Pádraig Óg Ó Ruairc exposes more revisionist myth, propaganda and fabrication

Back in May, this blog reprinted an excellent piece from the Irish Political Review by Manus O Riordan on the revisionist assault on Constance Markievicz (see: The assault on Markievicz: as fact-free as it is malicious).  Below is another excellent piece from the IPR dealing with Pádraig Óg Ó Ruairc’s exposure of a chunk of other revisionist – ie professional anti-republican – propaganda masquerading as disinterested historiography.  People have a range of views about IPR and the politics of the small current which produces it.  However, there can be no doubt that these folks perform a valuable service in tackling and exposing the products of the political project of the historical revisionists.  The piece below is taken from this month’s IPR (August 2016).

9781781173855by Manus O’Riordan

The March issue of Irish Political Review published the remarks made by Pádraig Óg Ó Ruairc on the occasion of the launch of his book, Truce: Murder Myth and the Last Days of the Irish War of Independence. Ó Ruairc then presented his book as “a challenge to myth, propaganda and fabrication”. Indeed it is. For, from the word go, the author tackles revisionist academia head on: “Eunan O’Halpin, Professor of Contemporary Irish History at Trinity College Dublin, stated in a recent television documentary that (RIC Constable Alfred) Needham had married in a church ceremony and was shot dead in front of his new bride just minutes after they had exchanged wedding vows. A common element in most of these accounts is the suggestion that the IRA Volunteers who killed Needham knew a ceasefire had been agreed with the British forces and that was a motivating factor in the attack. The stories about Needham’s wedding are part of a wider narrative about the War of Independence, which claims that the announcement of the Truce on 8 July 1921 led to a wave of unjustifiable ‘eleventh-hour’ IRA attacks before the ceasefire began.
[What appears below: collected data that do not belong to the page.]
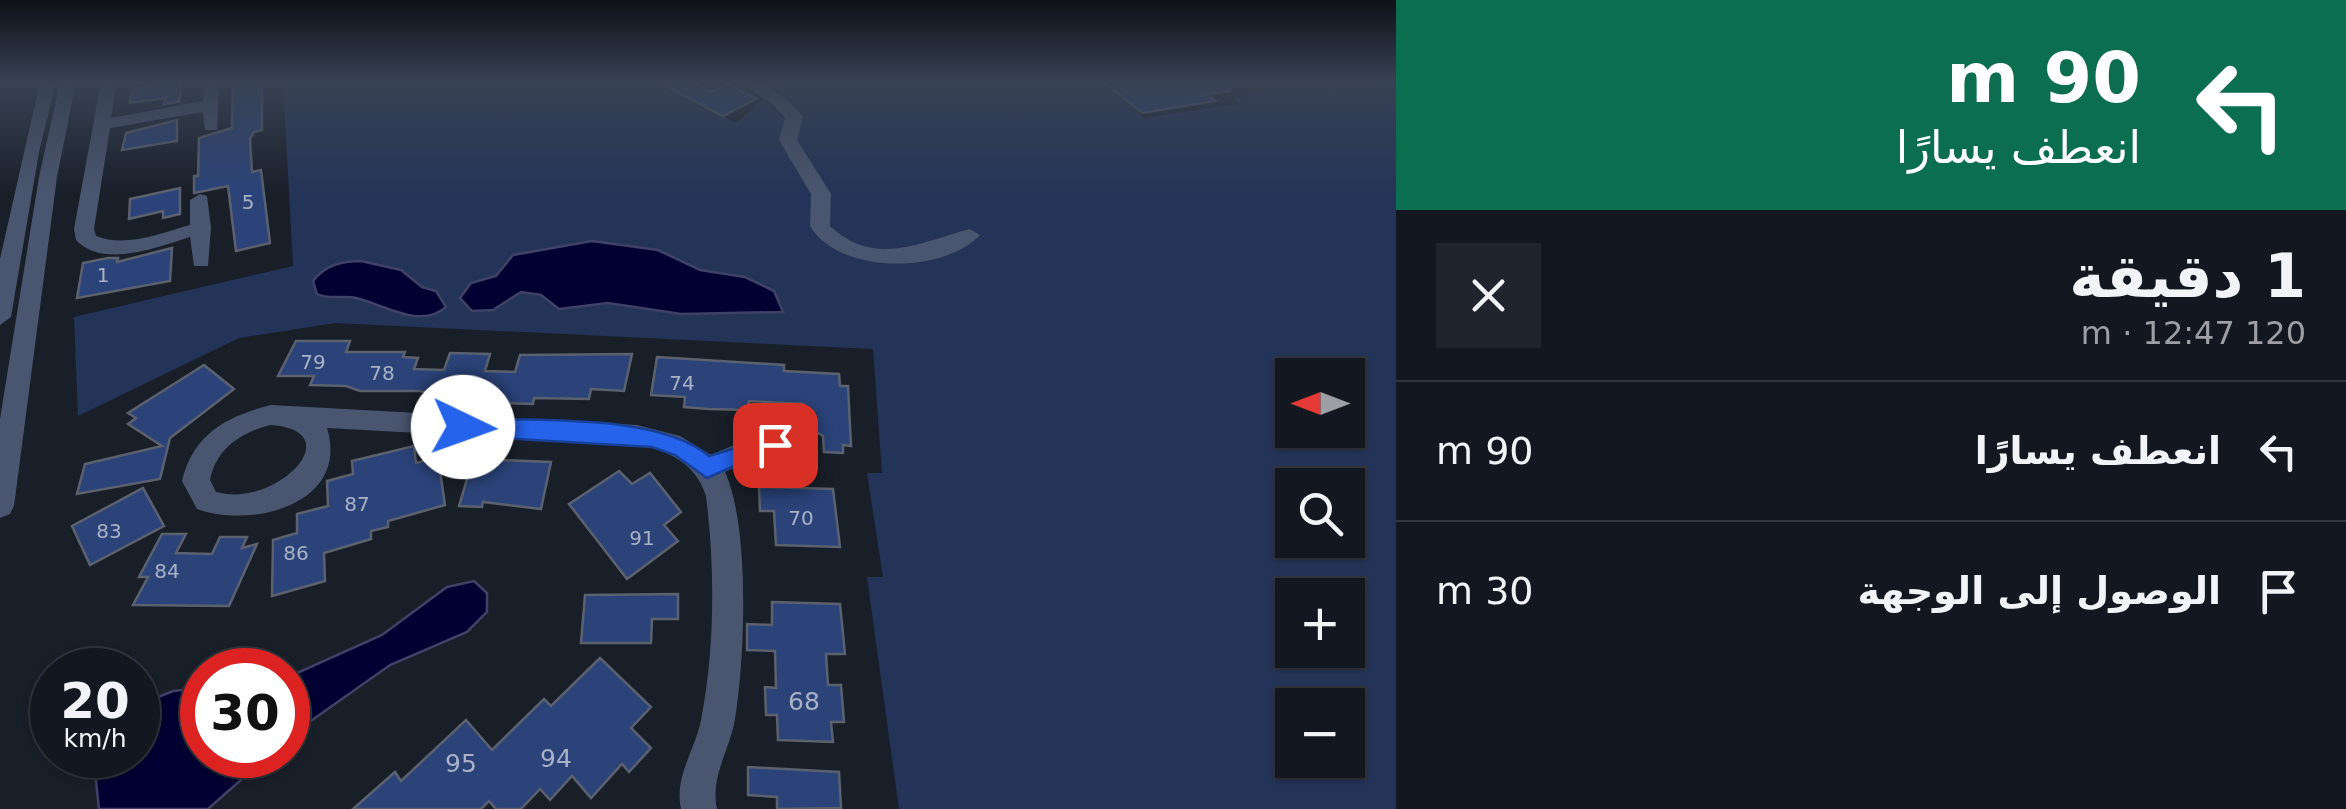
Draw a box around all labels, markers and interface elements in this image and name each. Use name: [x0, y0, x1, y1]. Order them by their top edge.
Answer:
text: 90 m: [1946, 37, 2141, 119]
icon: left: [2176, 40, 2306, 170]
text: انعطف يسارًا: [1896, 121, 2141, 174]
house number: 5: [242, 190, 254, 214]
text: 1 دقيقة: [2069, 241, 2306, 311]
button: close: [1436, 243, 1541, 348]
house number: 1: [97, 263, 109, 287]
text: 120 m · 12:47: [2081, 314, 2306, 352]
house number: 79: [300, 350, 326, 374]
north arrow: [1275, 358, 1365, 448]
map controls: [1275, 358, 1365, 778]
house number: 78: [369, 361, 395, 385]
house number: 74: [669, 371, 695, 395]
position arrow: [411, 375, 515, 479]
pin: [733, 403, 818, 488]
icon: arrive: [748, 418, 803, 473]
icon: left: [2251, 424, 2306, 479]
text: 90 m: [1436, 429, 1533, 473]
text: انعطف يسارًا: [1975, 429, 2221, 473]
button: search: [1275, 468, 1365, 558]
house number: 87: [344, 492, 370, 516]
house number: 70: [788, 506, 814, 530]
house number: 83: [96, 519, 122, 543]
house number: 91: [629, 526, 655, 550]
house number: 86: [283, 541, 309, 565]
house number: 84: [154, 559, 180, 583]
icon: arrive: [2251, 564, 2306, 619]
text: 30 m: [1436, 569, 1533, 613]
text: الوصول إلى الوجهة: [1858, 569, 2221, 613]
button: +: [1275, 578, 1365, 668]
speed limit sign: 30: [180, 648, 310, 778]
text: 20: [60, 672, 130, 730]
house number: 68: [788, 687, 820, 716]
button: −: [1275, 688, 1365, 778]
text: km/h: [63, 724, 127, 753]
house number: 94: [540, 744, 572, 773]
house number: 95: [445, 749, 477, 778]

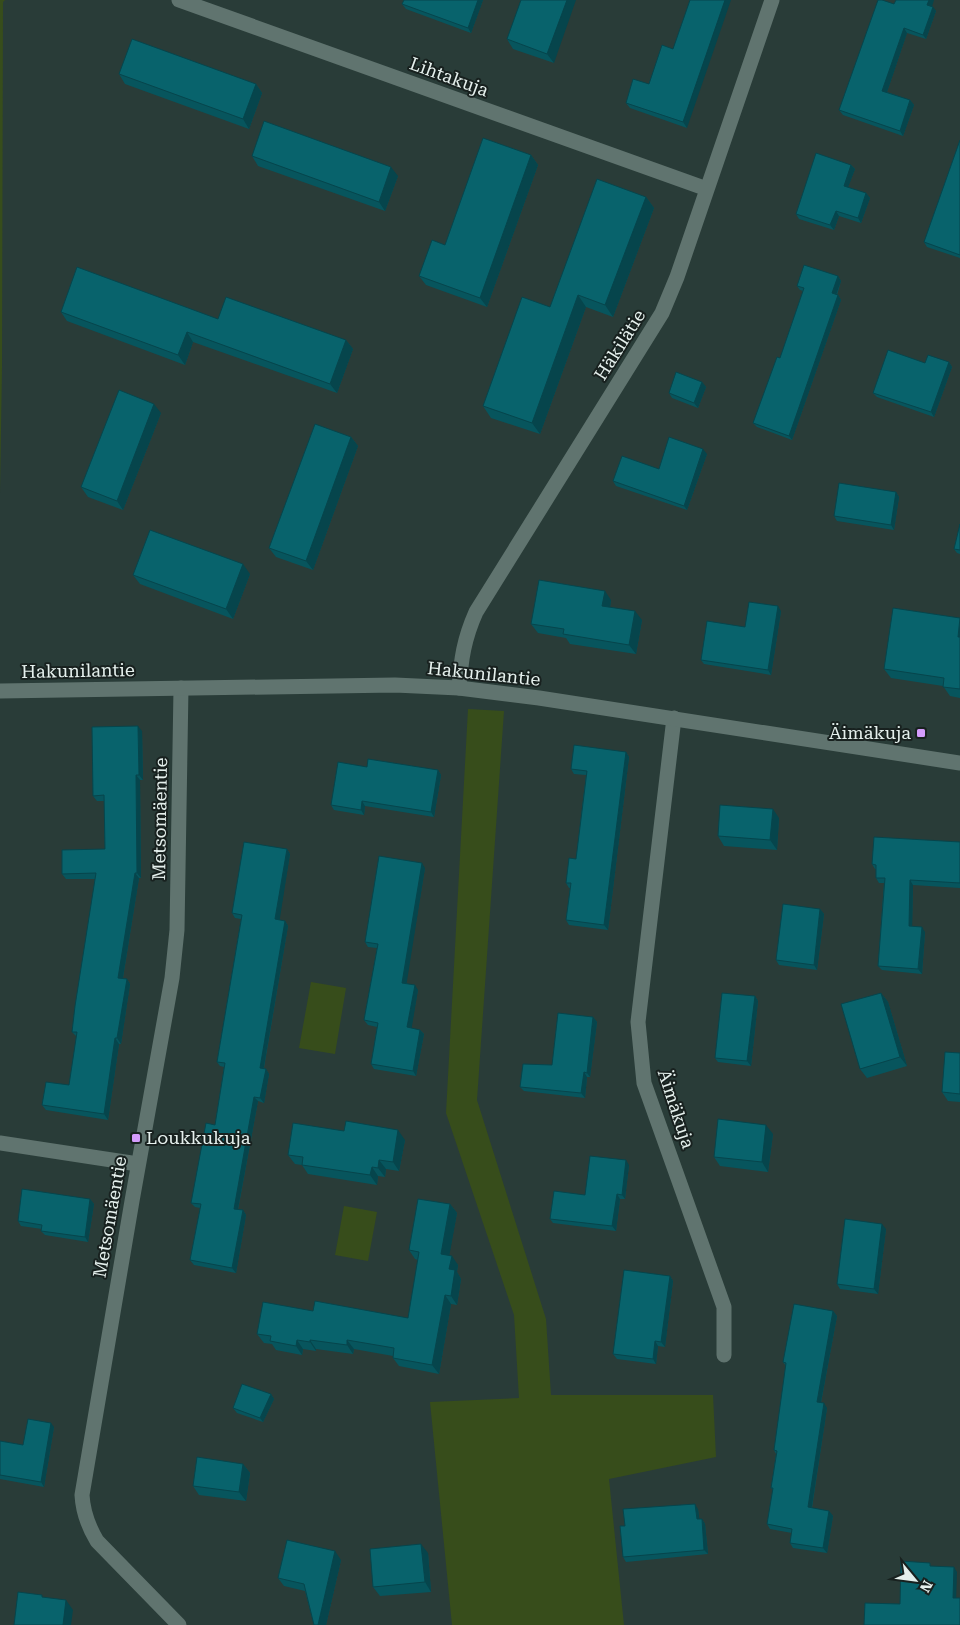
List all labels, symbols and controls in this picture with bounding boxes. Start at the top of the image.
street label: Lihtakuja [407,53,492,101]
street label: Häkilätie [590,305,650,384]
street label: Hakunilantie [426,657,542,690]
street label: Hakunilantie [21,659,135,682]
place label: Äimäkuja [829,722,911,743]
marker: Äimäkuja [915,727,927,739]
street label: Metsomäentie [148,757,171,881]
street label: Äimäkuja [654,1067,699,1151]
place label: Loukkukuja [146,1127,251,1148]
marker: Loukkukuja [130,1132,142,1144]
street label: Metsomäentie [88,1154,131,1279]
north arrow [890,1555,940,1605]
text: N [917,1578,936,1595]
Supporters of this narrative claim that republicans launched a determined campaign to kill as many people as possible before the war ended and that these final IRA attacks were made mainly against so-called ‘soft targets’, i. e., unarmed members of the British forces and loyalist civilians… Some of these stories have a grain of truth in them. Others are entirely fictional, or are genuine killings taken out of context and with new details invented for propaganda value.”

Ó Ruairc exposes the Needham tale, which had been related with such feeling by Professor O’Halpin, for the fiction that it is: “There was no wedding ceremony, no teenage bride… Needham, a Black and Tan from London, was shot standing at the door of a stable with two other armed members of the RIC – not while leaving a registry office with his new bride. This tale about Needham being killed immediately after getting married appears to have been invented for melodramatic effect in a propaganda story. Yet different versions of this story continue to surface every few years masquerading as factual history.” (pp 9-11).

In his history of the build up to the Truce itself, Ó Ruairc also makes clear how the war violence of the preceding seven months was solely the British Government’s responsibility, for in December 1920 it had rejected what it would accept in July 1921, Michael Collins’s proposal for a comprehensive bilateral truce, with a commitment that “the entire Dáil shall be free to meet and that its peaceful activities not be interfered with”. (p 31). But, of course, the very reason for the War of Independence had been Britain’s refusal to accept the democratic validity, and its actual outlawing, of that same Dáil Éireann. “The British generals insisted they they could crush the IRA within six weeks”, while the Chief Secretary for Ireland, Sir Hammar Greenwood, assured Prime Minister Lloyd George that “the Sinn Féin cause and organisation is breaking up … there is no need of hurry in settlement”. (p 36). He would, however, have to eat his words: “At a cabinet meeting on 27 April 1921, in an apparent volte-face from his previous position, Greenwood agreed with Tom Jones’ prediction that Sinn Féin would sweep the board at the (May 1921) elections and questioned Generals Macready’s and Tudor’s claims that the British forces would regain control of the situation within three to four months”. (p 39).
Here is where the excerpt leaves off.